*Recorded information*.
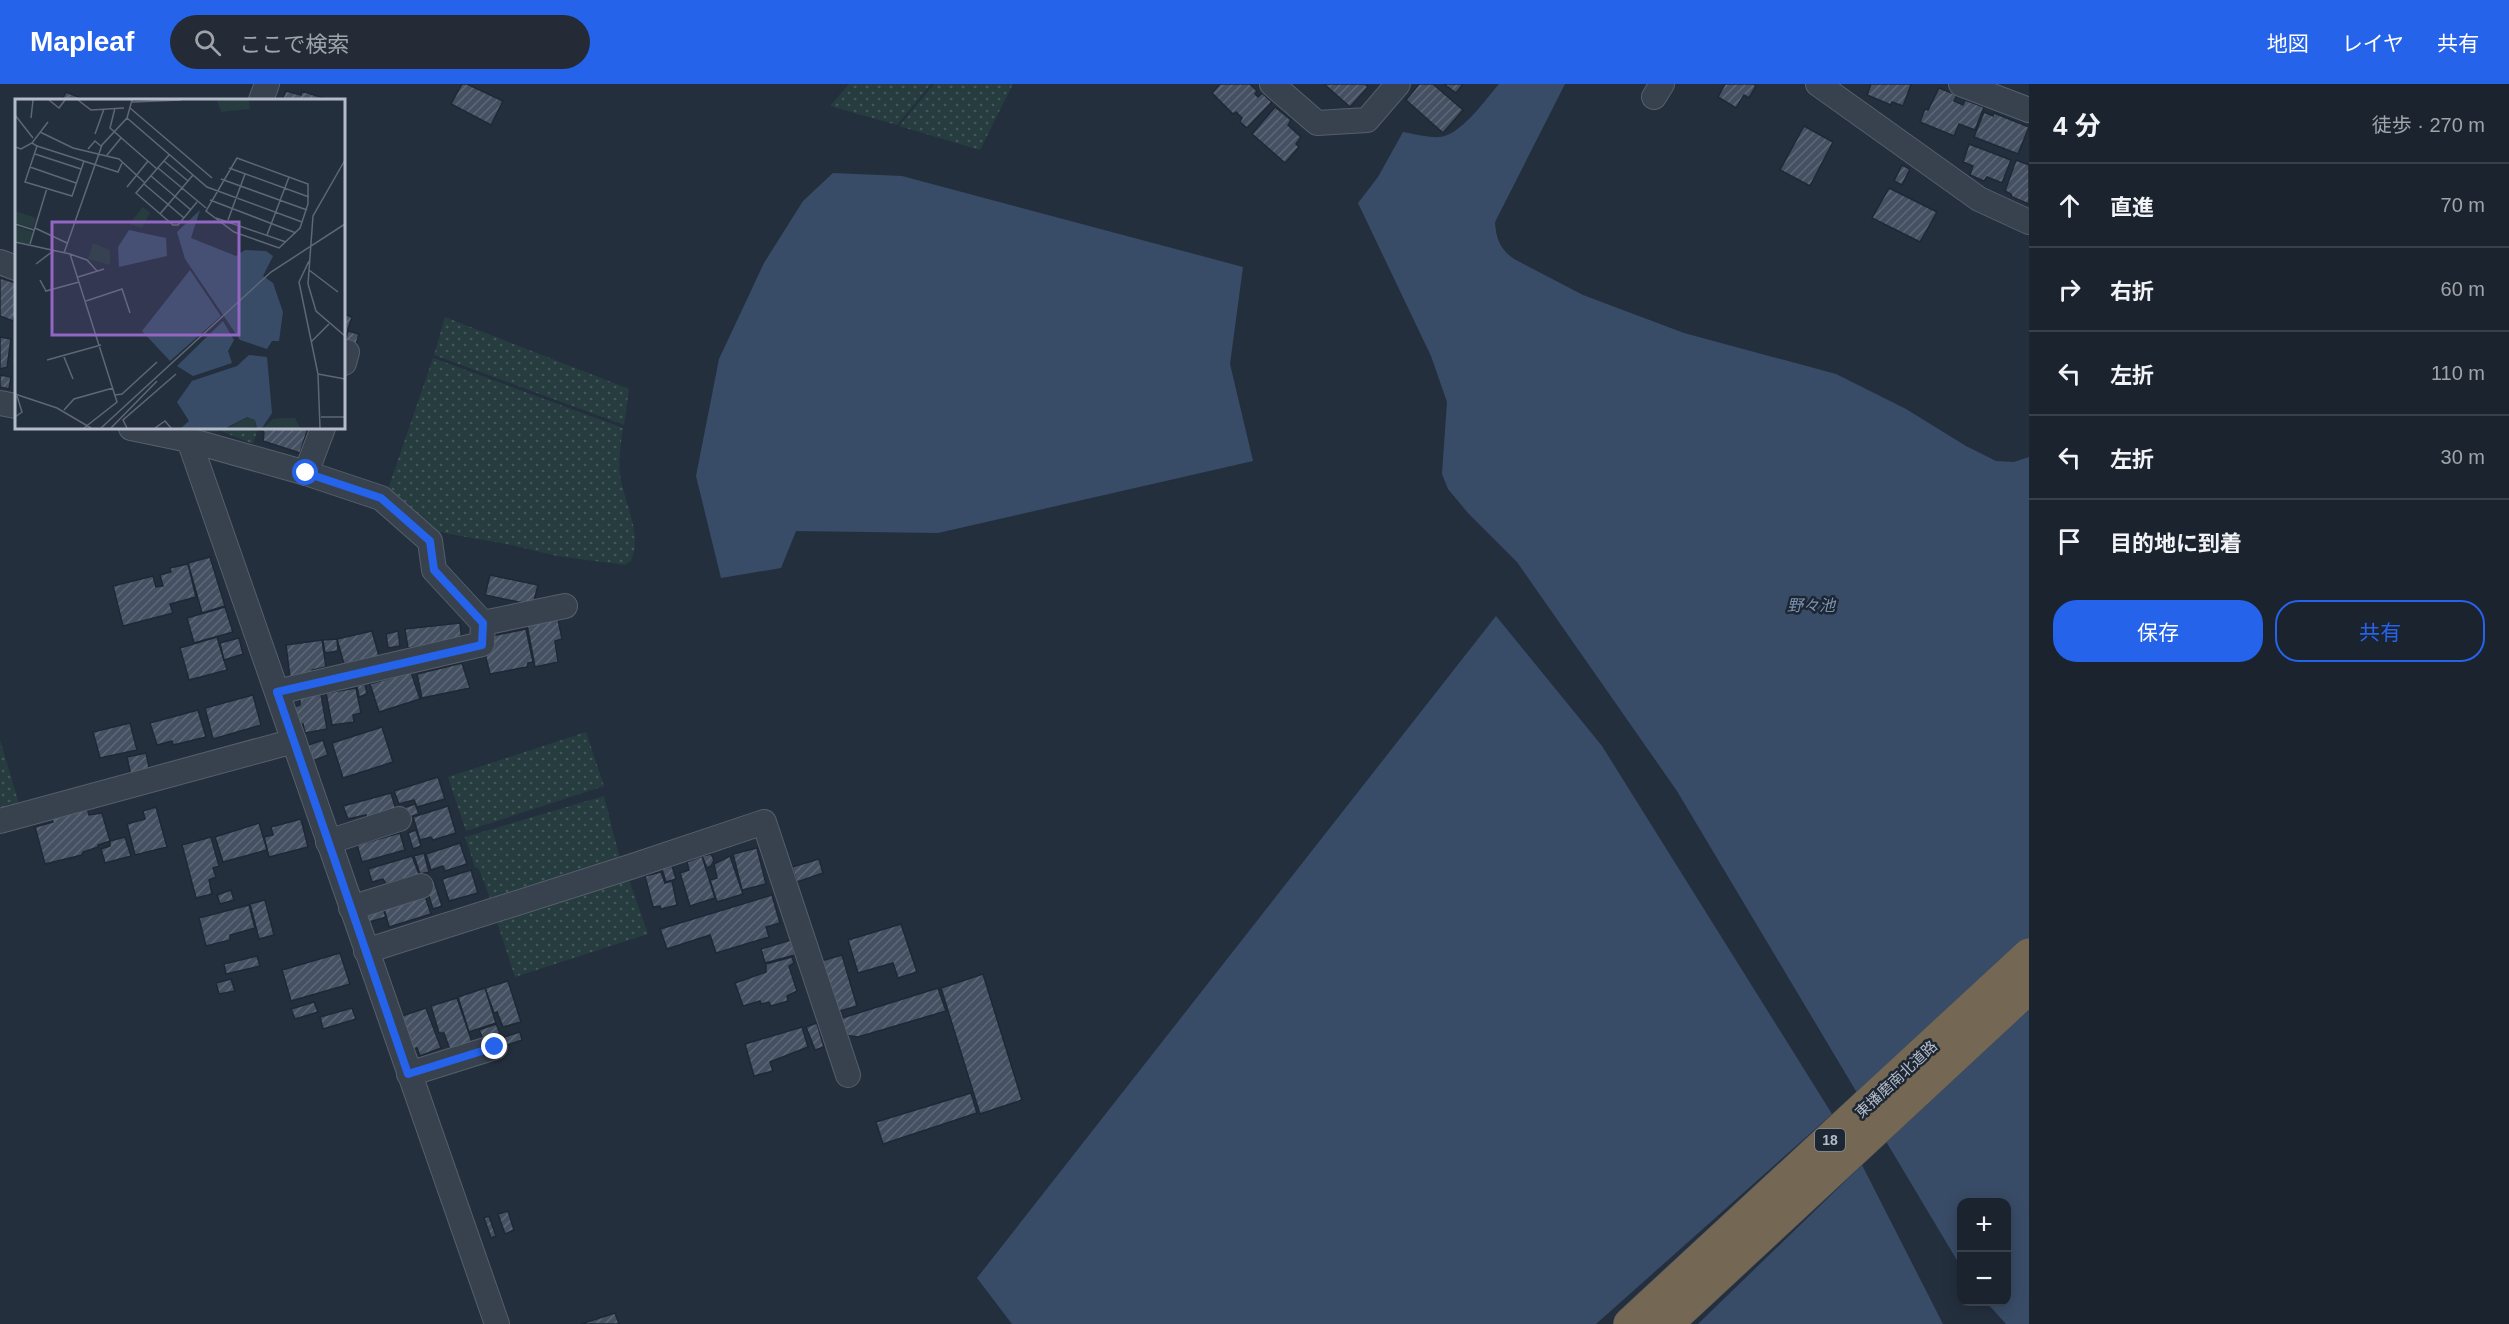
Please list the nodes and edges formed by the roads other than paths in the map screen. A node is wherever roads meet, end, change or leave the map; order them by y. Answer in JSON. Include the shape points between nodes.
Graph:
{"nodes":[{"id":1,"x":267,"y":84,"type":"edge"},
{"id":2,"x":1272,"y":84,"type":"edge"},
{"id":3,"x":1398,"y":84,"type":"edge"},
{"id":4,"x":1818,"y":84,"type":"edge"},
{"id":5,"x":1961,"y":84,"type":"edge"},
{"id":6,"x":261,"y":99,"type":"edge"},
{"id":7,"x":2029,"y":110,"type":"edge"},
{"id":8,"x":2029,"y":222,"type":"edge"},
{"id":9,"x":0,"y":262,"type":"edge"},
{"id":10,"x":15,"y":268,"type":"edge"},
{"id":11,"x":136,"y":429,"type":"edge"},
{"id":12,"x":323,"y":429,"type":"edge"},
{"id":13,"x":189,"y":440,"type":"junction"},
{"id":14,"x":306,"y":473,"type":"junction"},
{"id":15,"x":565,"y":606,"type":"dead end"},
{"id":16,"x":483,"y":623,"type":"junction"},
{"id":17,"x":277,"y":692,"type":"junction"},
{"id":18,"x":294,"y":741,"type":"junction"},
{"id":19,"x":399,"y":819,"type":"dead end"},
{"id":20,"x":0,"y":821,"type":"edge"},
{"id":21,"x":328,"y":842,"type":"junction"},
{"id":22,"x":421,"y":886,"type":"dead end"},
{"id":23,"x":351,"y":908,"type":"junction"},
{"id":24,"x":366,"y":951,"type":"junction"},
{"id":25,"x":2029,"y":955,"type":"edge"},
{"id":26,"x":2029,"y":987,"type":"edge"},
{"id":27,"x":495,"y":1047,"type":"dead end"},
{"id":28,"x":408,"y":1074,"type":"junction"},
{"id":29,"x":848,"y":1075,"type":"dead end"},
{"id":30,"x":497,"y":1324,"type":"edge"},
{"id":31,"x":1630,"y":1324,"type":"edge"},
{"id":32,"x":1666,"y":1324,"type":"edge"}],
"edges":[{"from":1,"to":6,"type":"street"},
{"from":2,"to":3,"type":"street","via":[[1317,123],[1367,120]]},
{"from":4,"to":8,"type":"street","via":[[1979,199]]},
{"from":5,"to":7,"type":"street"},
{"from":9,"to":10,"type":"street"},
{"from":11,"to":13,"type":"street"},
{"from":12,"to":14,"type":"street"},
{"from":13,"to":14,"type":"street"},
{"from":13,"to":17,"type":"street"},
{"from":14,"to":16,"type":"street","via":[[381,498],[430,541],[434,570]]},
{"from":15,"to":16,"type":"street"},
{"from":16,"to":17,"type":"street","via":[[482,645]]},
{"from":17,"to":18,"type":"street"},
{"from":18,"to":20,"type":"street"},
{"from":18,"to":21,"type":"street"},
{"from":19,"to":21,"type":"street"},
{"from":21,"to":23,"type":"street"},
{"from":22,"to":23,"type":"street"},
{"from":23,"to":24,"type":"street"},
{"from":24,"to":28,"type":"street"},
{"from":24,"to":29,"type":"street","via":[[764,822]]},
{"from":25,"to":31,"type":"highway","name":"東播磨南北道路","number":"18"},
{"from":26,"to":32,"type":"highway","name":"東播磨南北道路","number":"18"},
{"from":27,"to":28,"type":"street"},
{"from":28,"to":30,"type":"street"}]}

*What you need to do*.
The preceding entries are to be returned verbatim, with every picture excluded.

*Response to the task*.
Please list the nodes and edges formed by the roads other than paths in the map screen. A node is wherever roads meet, end, change or leave the map; order them by y. Answer in JSON. Include the shape points between nodes.
Graph:
{"nodes":[{"id":1,"x":267,"y":84,"type":"edge"},
{"id":2,"x":1272,"y":84,"type":"edge"},
{"id":3,"x":1398,"y":84,"type":"edge"},
{"id":4,"x":1818,"y":84,"type":"edge"},
{"id":5,"x":1961,"y":84,"type":"edge"},
{"id":6,"x":261,"y":99,"type":"edge"},
{"id":7,"x":2029,"y":110,"type":"edge"},
{"id":8,"x":2029,"y":222,"type":"edge"},
{"id":9,"x":0,"y":262,"type":"edge"},
{"id":10,"x":15,"y":268,"type":"edge"},
{"id":11,"x":136,"y":429,"type":"edge"},
{"id":12,"x":323,"y":429,"type":"edge"},
{"id":13,"x":189,"y":440,"type":"junction"},
{"id":14,"x":306,"y":473,"type":"junction"},
{"id":15,"x":565,"y":606,"type":"dead end"},
{"id":16,"x":483,"y":623,"type":"junction"},
{"id":17,"x":277,"y":692,"type":"junction"},
{"id":18,"x":294,"y":741,"type":"junction"},
{"id":19,"x":399,"y":819,"type":"dead end"},
{"id":20,"x":0,"y":821,"type":"edge"},
{"id":21,"x":328,"y":842,"type":"junction"},
{"id":22,"x":421,"y":886,"type":"dead end"},
{"id":23,"x":351,"y":908,"type":"junction"},
{"id":24,"x":366,"y":951,"type":"junction"},
{"id":25,"x":2029,"y":955,"type":"edge"},
{"id":26,"x":2029,"y":987,"type":"edge"},
{"id":27,"x":495,"y":1047,"type":"dead end"},
{"id":28,"x":408,"y":1074,"type":"junction"},
{"id":29,"x":848,"y":1075,"type":"dead end"},
{"id":30,"x":497,"y":1324,"type":"edge"},
{"id":31,"x":1630,"y":1324,"type":"edge"},
{"id":32,"x":1666,"y":1324,"type":"edge"}],
"edges":[{"from":1,"to":6,"type":"street"},
{"from":2,"to":3,"type":"street","via":[[1317,123],[1367,120]]},
{"from":4,"to":8,"type":"street","via":[[1979,199]]},
{"from":5,"to":7,"type":"street"},
{"from":9,"to":10,"type":"street"},
{"from":11,"to":13,"type":"street"},
{"from":12,"to":14,"type":"street"},
{"from":13,"to":14,"type":"street"},
{"from":13,"to":17,"type":"street"},
{"from":14,"to":16,"type":"street","via":[[381,498],[430,541],[434,570]]},
{"from":15,"to":16,"type":"street"},
{"from":16,"to":17,"type":"street","via":[[482,645]]},
{"from":17,"to":18,"type":"street"},
{"from":18,"to":20,"type":"street"},
{"from":18,"to":21,"type":"street"},
{"from":19,"to":21,"type":"street"},
{"from":21,"to":23,"type":"street"},
{"from":22,"to":23,"type":"street"},
{"from":23,"to":24,"type":"street"},
{"from":24,"to":28,"type":"street"},
{"from":24,"to":29,"type":"street","via":[[764,822]]},
{"from":25,"to":31,"type":"highway","name":"東播磨南北道路","number":"18"},
{"from":26,"to":32,"type":"highway","name":"東播磨南北道路","number":"18"},
{"from":27,"to":28,"type":"street"},
{"from":28,"to":30,"type":"street"}]}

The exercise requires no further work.